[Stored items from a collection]
++++++++

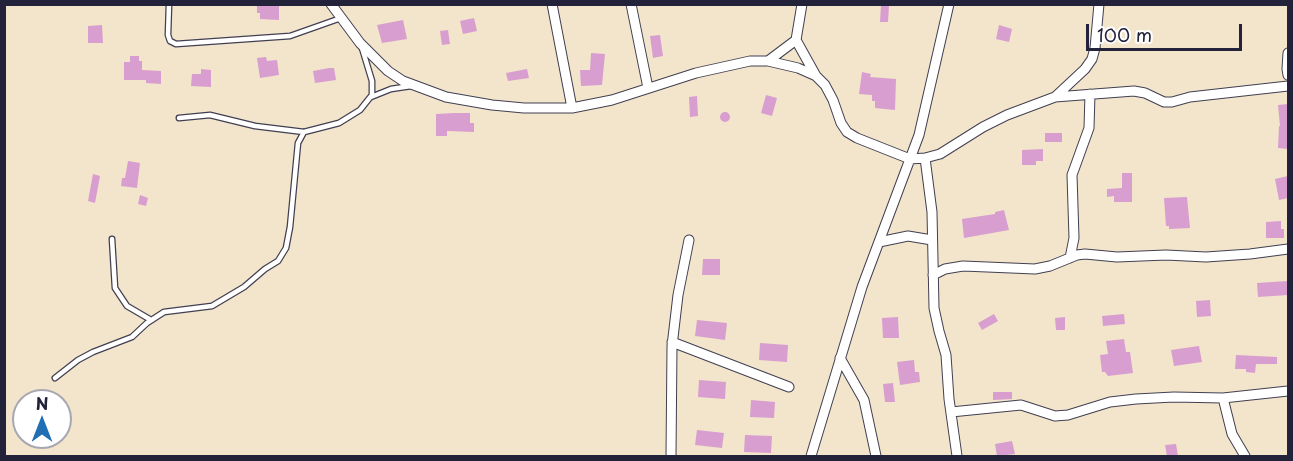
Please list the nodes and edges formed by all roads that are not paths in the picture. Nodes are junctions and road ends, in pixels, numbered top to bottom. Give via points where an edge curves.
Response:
1 (169, 4) edge
2 (331, 4) edge
3 (552, 4) edge
4 (631, 4) edge
5 (802, 4) edge
6 (949, 4) edge
7 (1099, 4) edge
8 (341, 18) junction
9 (796, 40) junction
10 (360, 43) junction
11 (1288, 53) edge
12 (768, 61) junction
13 (1288, 75) edge
14 (816, 76) junction
15 (413, 86) junction
16 (1288, 86) edge
17 (648, 88) junction
18 (1090, 94) junction
19 (371, 97) junction
20 (1055, 97) junction
21 (572, 108) junction
22 (179, 118) dead end
23 (304, 132) junction
24 (925, 158) junction
25 (910, 159) junction
26 (112, 239) dead end
27 (689, 240) dead end
28 (932, 240) junction
29 (879, 242) junction
30 (1288, 249) edge
31 (1070, 258) junction
32 (933, 275) junction
33 (151, 320) junction
34 (672, 342) junction
35 (840, 358) junction
36 (55, 378) dead end
37 (789, 387) dead end
38 (1288, 391) edge
39 (1223, 398) junction
40 (951, 412) junction
41 (671, 456) edge
42 (811, 456) edge
43 (876, 456) edge
44 (957, 456) edge
45 (1245, 456) edge

1 - 8 lane via 168,35 176,44 290,36
2 - 8 street
3 - 21 street
4 - 17 street
5 - 9 street
6 - 25 street via 920,135
7 - 20 street via 1092,59
8 - 10 street
9 - 12 street
9 - 14 street
10 - 15 street via 388,71
10 - 19 lane via 372,81
11 - 13 street
12 - 14 street
12 - 17 street via 728,65
14 - 25 street via 825,85 847,132
15 - 19 lane
15 - 21 street via 492,105
16 - 18 street via 1172,102 1134,91
17 - 21 street
18 - 20 street
18 - 31 street via 1089,128 1072,175 1074,238
19 - 23 lane via 354,116
20 - 24 street via 1007,115 940,154
22 - 23 lane via 210,115
23 - 33 lane via 298,144 286,248 278,261 212,306 164,312
24 - 25 street
24 - 28 street
25 - 29 street
26 - 33 lane via 115,288 127,306
27 - 34 street
28 - 29 street via 908,236
28 - 32 street
29 - 35 street
30 - 31 street via 1217,256 1086,254
31 - 32 street via 1035,269 963,266 945,268
32 - 40 street via 935,314 946,355
33 - 36 lane via 132,337 86,356
34 - 37 street
34 - 41 street
35 - 42 street
35 - 43 street via 864,400
38 - 39 street
39 - 40 street via 1136,399 1055,416 1022,405
39 - 45 street via 1232,434
40 - 44 street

++++++++

PROBLEM DESCRIPTION:
Scan the entries for the word "dead". Report each line that has it.

FINAL ANSWER:
22 (179, 118) dead end
26 (112, 239) dead end
27 (689, 240) dead end
36 (55, 378) dead end
37 (789, 387) dead end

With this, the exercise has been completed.